50 years ago it was very hard to collaborate over code. When developing large scale software projects it was difficult to manage changes to source code over time, as revision control tools were only starting to enter mainstream computing.
The adoption of version control tools, first centralized and then distributed, changed all that, and now even when a developer works alone, she’ll find it easier to work with Git than to manage the files on her own.
Version control systems were only the beginning of the revolution in efficiency, but they were the basis for the CI/CD capabilities by allowing to cleanly separate the development and release phases. Today working without these is unimaginable.
The world of data is now where the world of code was 50 years ago. We manage large data sets on object storages (e.g. S3, Azure Blob Storage, GCS), essentially a huge shared folder, and hope for the best. Although this environment has proven to be cost effective and scalable, managing data pipelines over it is highly error prone.

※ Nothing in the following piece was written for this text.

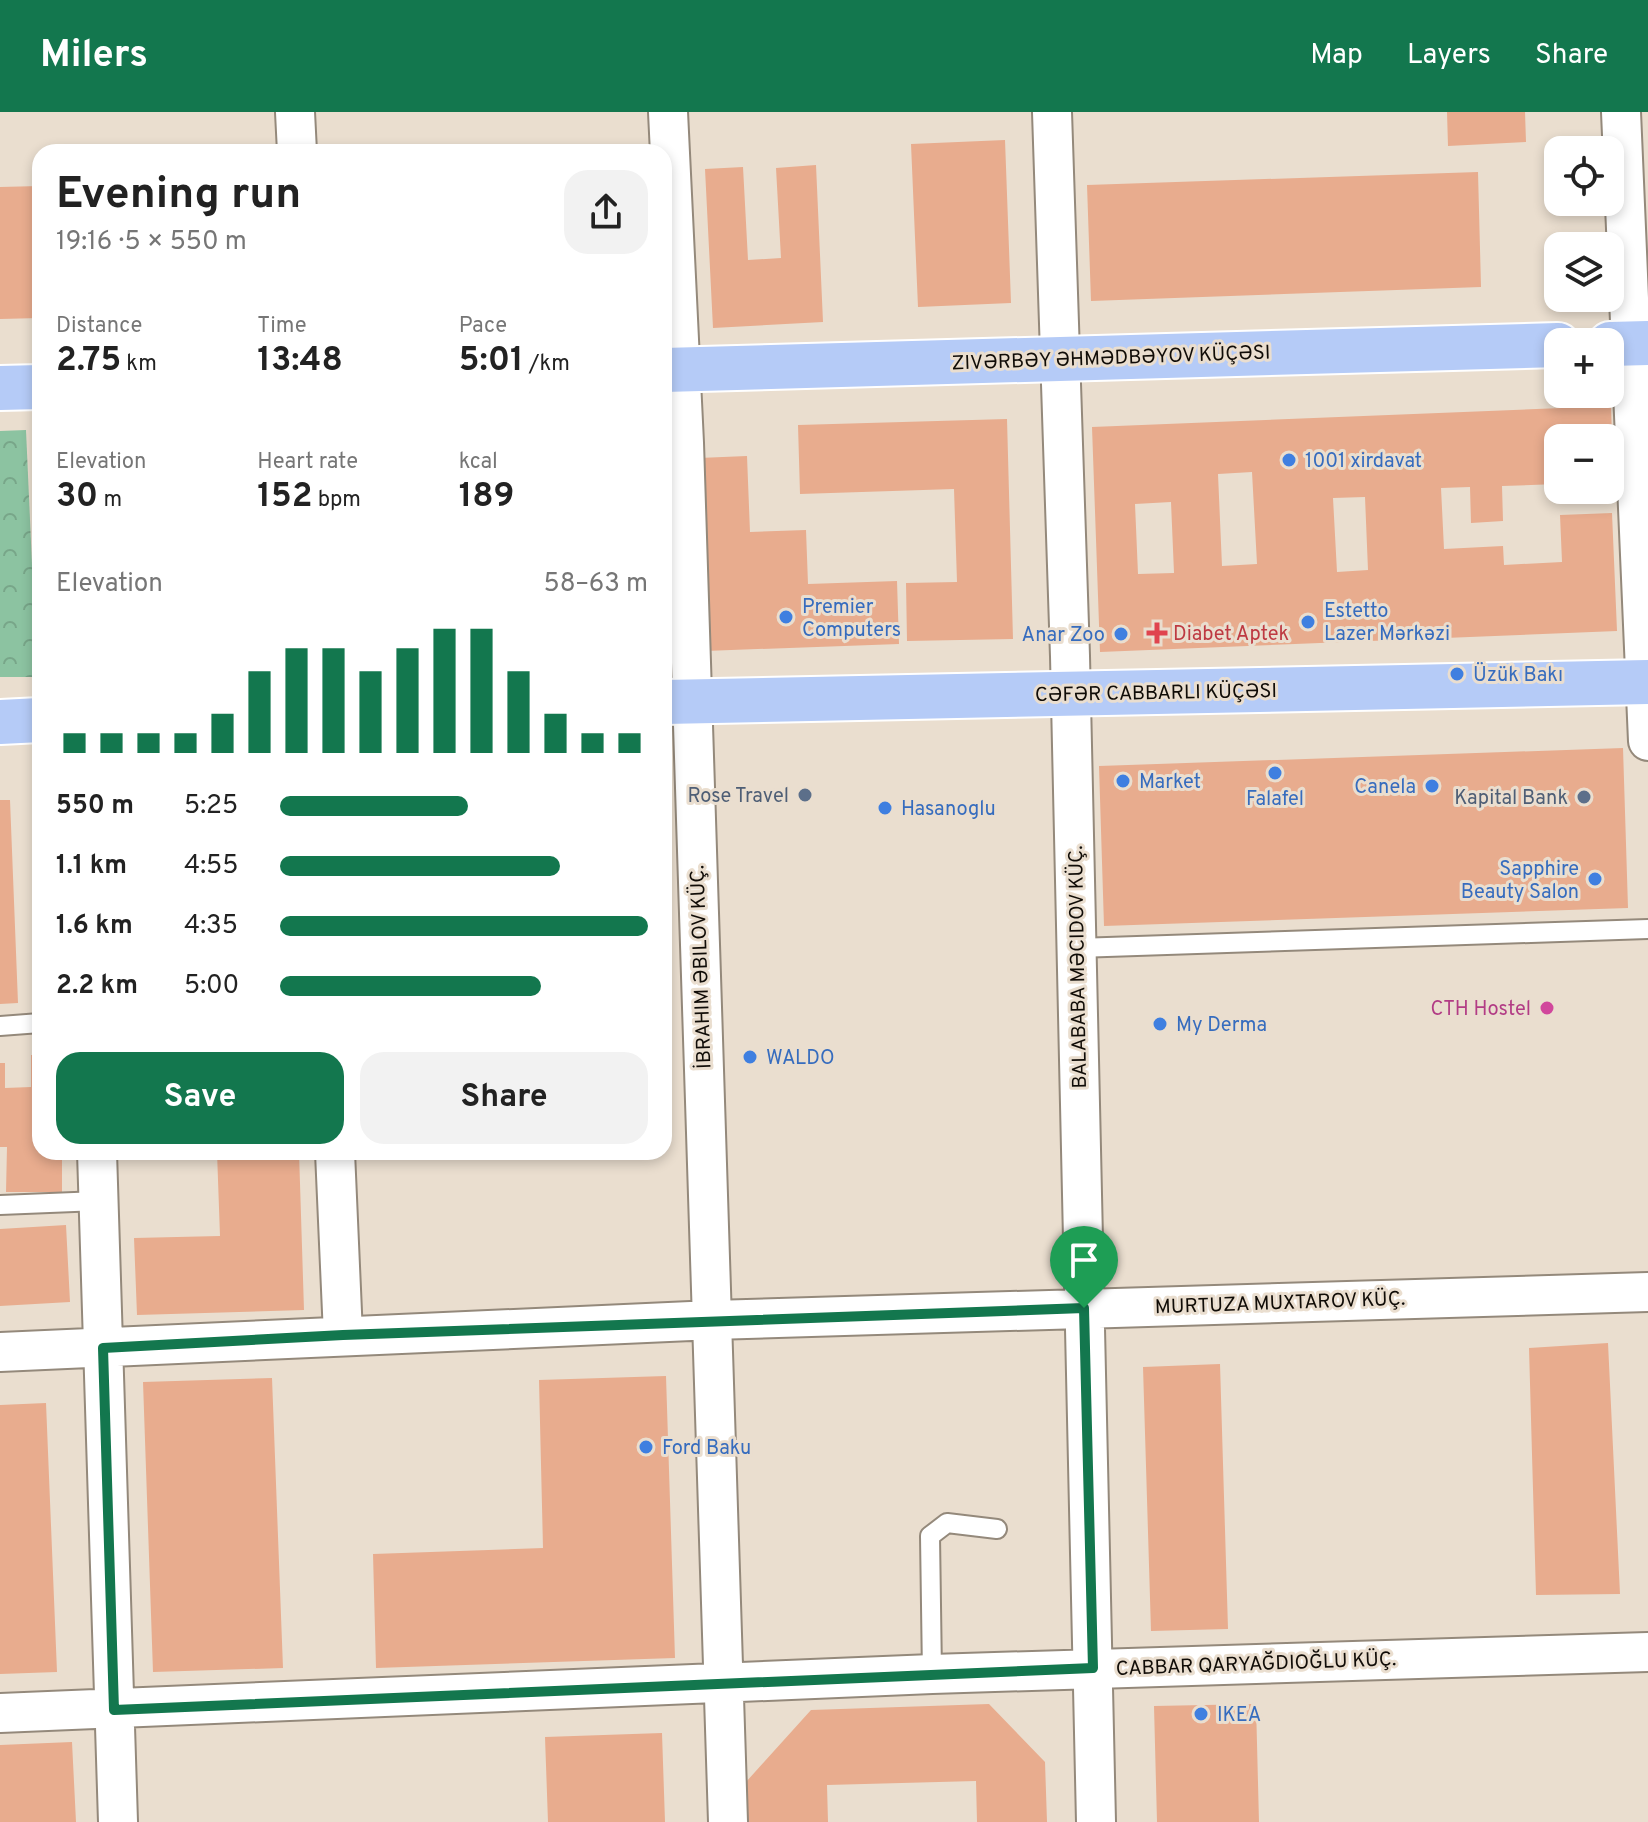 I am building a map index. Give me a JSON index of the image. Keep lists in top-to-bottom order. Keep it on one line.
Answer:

As data engineers, we should manage data the way we manage code. We should have a simple way to create a development environment, a safe way to consciously ingest data into our data lake, and a resilient production environment we deploy new data to. It was with this need in mind that lakeFS was created.
As part of our routine work with data we develop new code, improve and upgrade old code, upgrade infrastructures, and test new technologies.
lakeFS enables a safe development environment on your data lake without the need to copy or mock data, work on the pipelines or involve DevOps.
Creating a branch provides you an isolated environment with a snapshot of your repository (any part of your data lake you chose to manage on lakeFS). While working on your own branch in isolation, all other data users will be looking at the repository’s master branch. They can’t see your changes, and you don’t see changes to master done after you created the branch.
No worries, no data duplication is done, it’s all metadata management behind the scenes.
Let’s look at 3 examples of a development environment and their branching models.
Example 1: Upgrading Spark and using Revert action
You installed the latest version of Apache Spark. As a first step you’ll test your Spark jobs to see that the upgrade doesn’t have any undesired side effects.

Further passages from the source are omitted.